The intricate arrangement of base pairs in our DNA encodes just about everything about us. Now, DNA contains the entirety of “The Wonderful Wizard of Oz” as well.

A team of University of Texas Austin scientists just vastly improved the storage capacity of DNA and managed to encode the entire novel — translated into the geek-friendly language of Esperanto — in a double strand of DNA far more efficiently than has been done before. DNA storage isn’t new, but this work could help finally make it practical.

Big tech companies like Microsoft are already exploring DNA-storage technology, as the biomolecule can encode several orders of magnitude more information per unit volume than a hard drive. But DNA is particularly error-prone. It can easily be damaged and erase whatever’s stored on it.

“The key breakthrough is an encoding algorithm that allows accurate retrieval of the information even when the DNA strands are partially damaged during storage,” molecular biologist Ilya Finkelstein said in a UT Austin press release.
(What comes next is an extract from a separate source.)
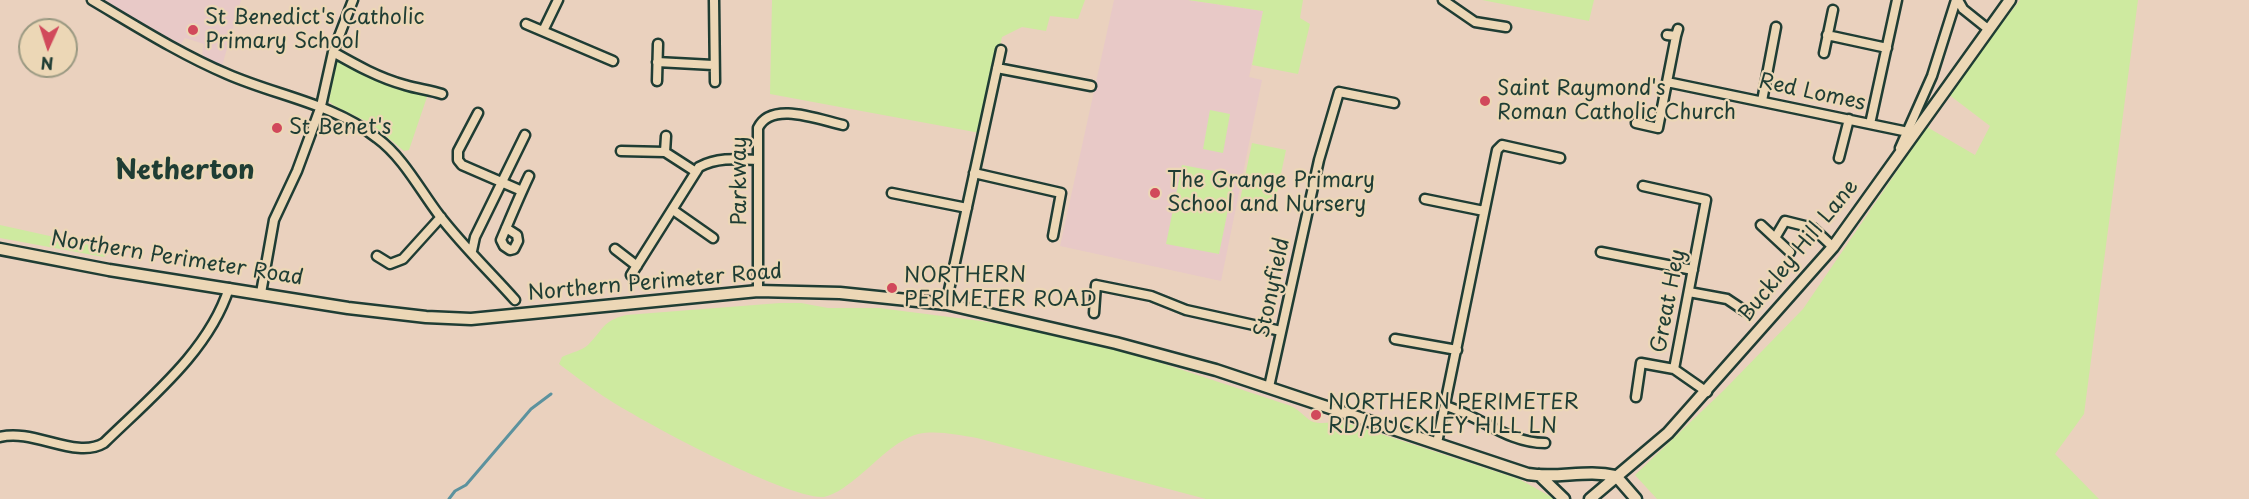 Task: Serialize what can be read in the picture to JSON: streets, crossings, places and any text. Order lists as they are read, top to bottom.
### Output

In the past, scientists had to encode the same information over and over so that the built-in redundancies would serve as a backup. But in the new research, set to be published in the journal PNAS, backups are no longer needed. Now, each bit of information strengthens the others around it.

“We found a way to build the information more like a lattice,” UT Austin researcher Stephen Jones said in the release. “Each piece of information reinforces other pieces of information. That way, it only needs to be read once.”